In the Acknowledgements section, which seems to be so autobiographical, I’ve actually quoted some texts which don’t exist, along with those that do. Any reader who bothers to Google these texts will know that William T Meadows, the English captain to whom Amir Ali narrates the story of my life, is not a real person but a reference to Philip Meadows Taylor, author of Confessions of A Thug.

Being an Indian writer based in Denmark, how do you deal with the sense of dislocation?
Sometimes it can be depressing. I don’t get to attend too many literary events because I’m too far away. But by and large, I find it quite productive. Also, in India, I felt like I was in the margins of the Indian English writing scene. I mean, most Indian English writers are metropolitan, especially the internationally published ones like Tharoor. I didn’t move to any of the centres of the Anglophone world.  I am once again in the margins and I quite relish being there. I don’t want to write from New York or London or even Delhi.
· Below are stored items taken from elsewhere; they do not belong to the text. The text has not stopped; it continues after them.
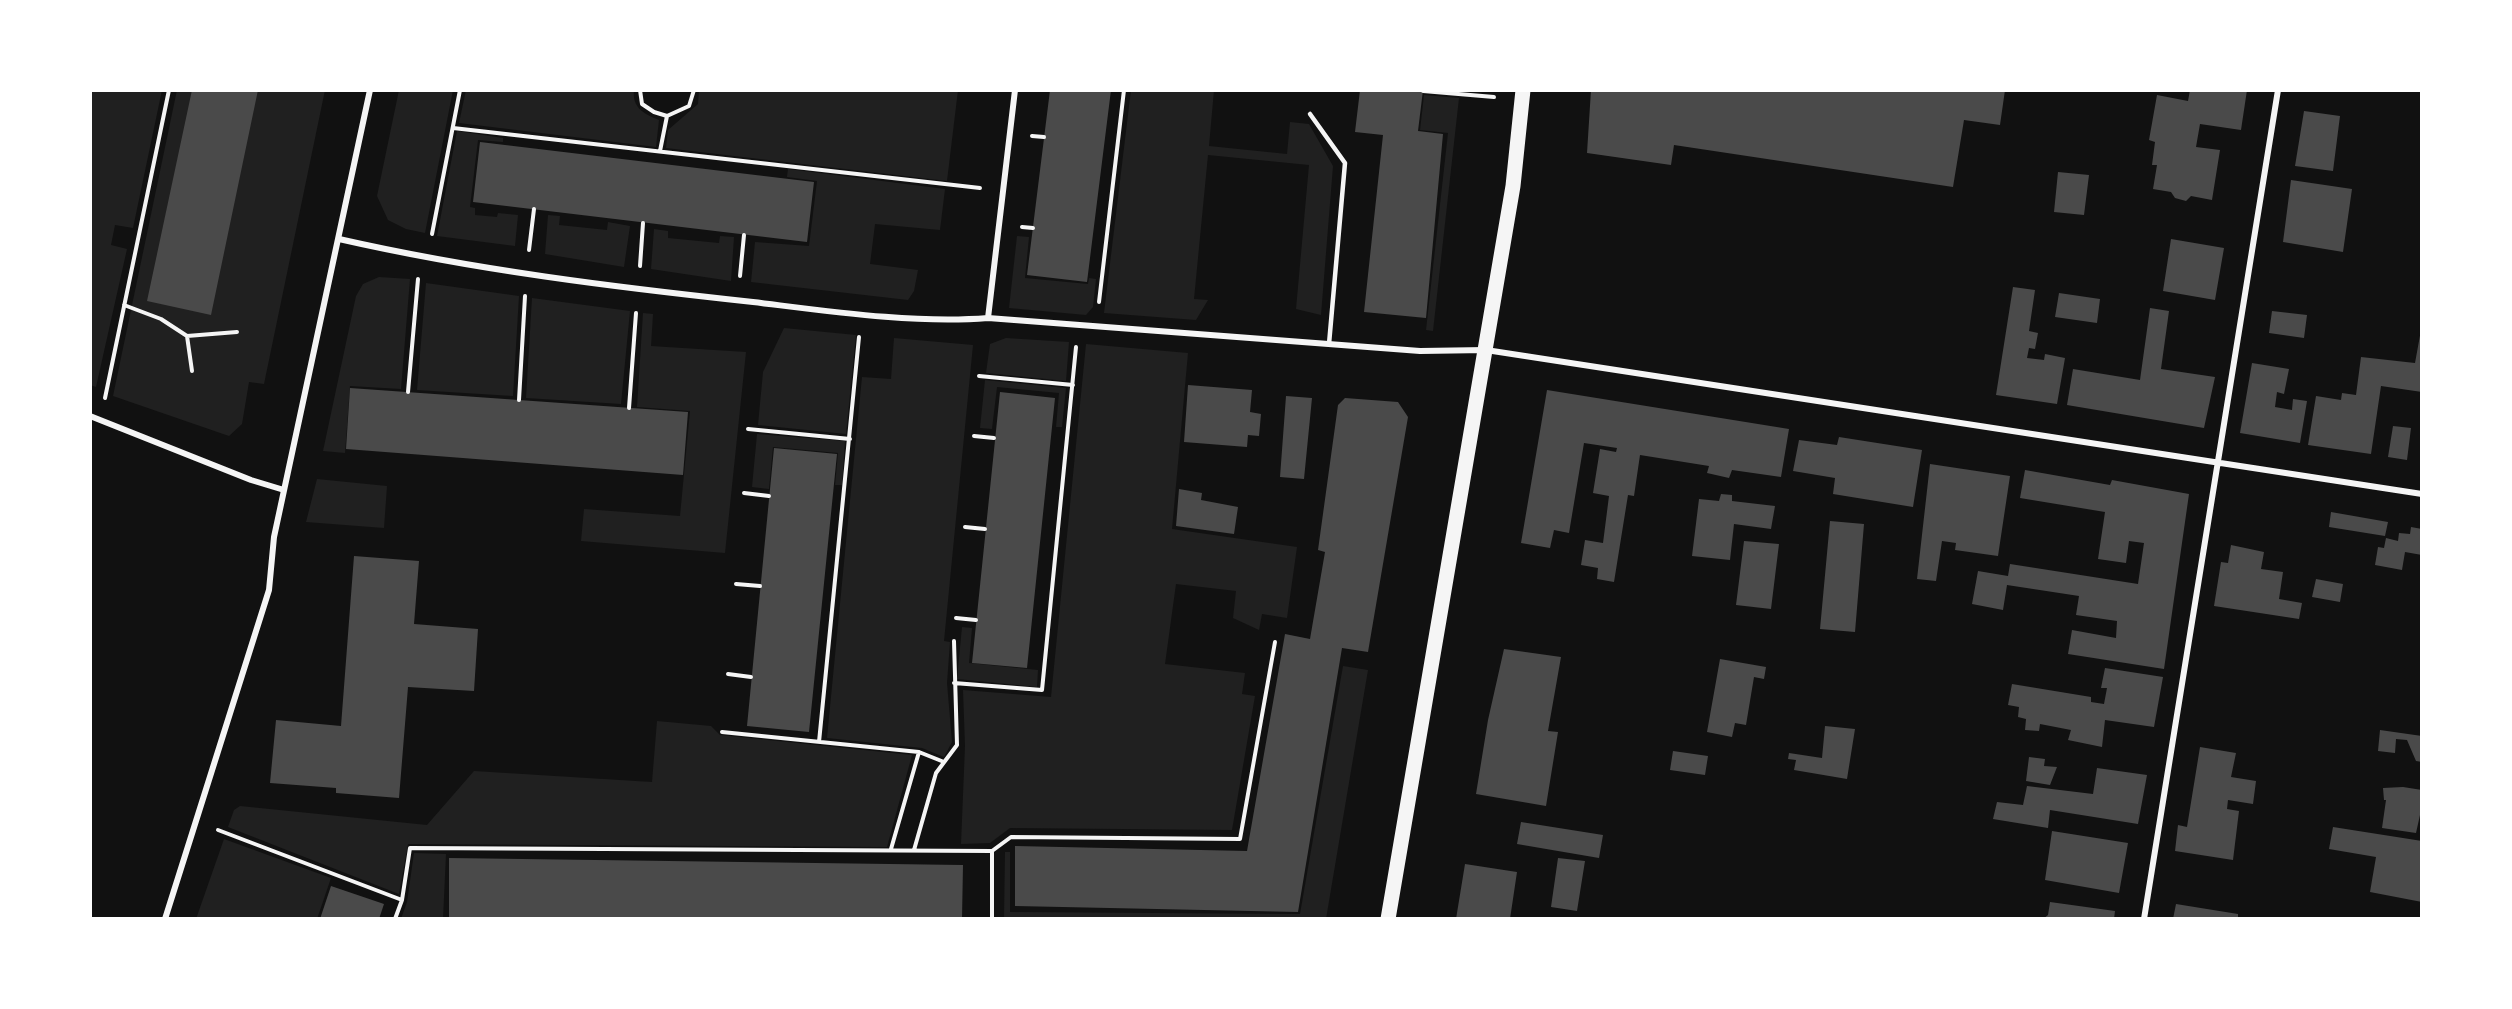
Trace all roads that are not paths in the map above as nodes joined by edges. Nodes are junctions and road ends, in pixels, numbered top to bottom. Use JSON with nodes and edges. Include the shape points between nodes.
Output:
{"nodes":[{"id":1,"x":370,"y":90,"type":"edge"},
{"id":2,"x":1015,"y":90,"type":"edge"},
{"id":3,"x":2278,"y":90,"type":"edge"},
{"id":4,"x":1522,"y":95,"type":"edge"},
{"id":5,"x":1310,"y":114,"type":"dead end"},
{"id":6,"x":339,"y":239,"type":"junction"},
{"id":7,"x":988,"y":318,"type":"junction"},
{"id":8,"x":1329,"y":344,"type":"junction"},
{"id":9,"x":1486,"y":350,"type":"junction"},
{"id":10,"x":90,"y":416,"type":"edge"},
{"id":11,"x":2219,"y":461,"type":"junction"},
{"id":12,"x":284,"y":490,"type":"junction"},
{"id":13,"x":2422,"y":494,"type":"edge"},
{"id":14,"x":165,"y":919,"type":"edge"},
{"id":15,"x":1388,"y":919,"type":"edge"},
{"id":16,"x":2144,"y":919,"type":"edge"}],
"edges":[{"from":1,"to":6,"type":"street"},
{"from":2,"to":7,"type":"street"},
{"from":3,"to":11,"type":"street"},
{"from":4,"to":9,"type":"main road","via":[[1513,186]]},
{"from":5,"to":8,"type":"lane","via":[[1345,163]]},
{"from":6,"to":7,"type":"street","via":[[424,257],[638,289],[861,314]]},
{"from":6,"to":12,"type":"street"},
{"from":7,"to":8,"type":"street"},
{"from":8,"to":9,"type":"street","via":[[1420,351]]},
{"from":9,"to":11,"type":"street"},
{"from":9,"to":15,"type":"main road"},
{"from":10,"to":12,"type":"street"},
{"from":11,"to":13,"type":"street"},
{"from":11,"to":16,"type":"street"},
{"from":12,"to":14,"type":"street","via":[[269,590]]}]}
In Man Of Glass, you take Kalidasa’s Shakuntala and turn her into a contemporary woman with very different anxieties. What is her symbolic value in your rendition?
Shakuntala’s prince is not a prince but a fascination that people of our class and generation had for the promised land which many of us seemed headed for. But once we got there, we were not recognised, we had lost our ring, so to say. Shakuntala realises that unless we become aware of how we are placed in the land where we grew up, we can’t really expect to be taken for who we think we are in other lands. So in some ways, her realisation shows her capacity to reflect, which I feel is a very human quality. What makes us human is this fact that we are reflexive.

Your previous novel, Filming, was translated into Danish last year. Given your preoccupation with language and its limitations, what is it like seeing your work translated into an alien tongue?

I have a different relationship with the translations of my novels. I’ve been asked by foreign publishers if I would mind including a glossary of Indian words. I said no. But I would never have such a glossary in the English edition of any of my novels. That’s how I write, that’s how I talk. There are some words that exist in Indian equivalence, in Indian English, and I’m not going to sit and explain it to the reader. I’m sure the reader can make an effort and understand it. Just as when we grew up, we read poems like Wordsworth’s ‘Daffodils’. I don’t know how many of us had seen a daffodil; I hadn’t. We had to imagine it and we managed. I’m very sure a Western reader can do the same.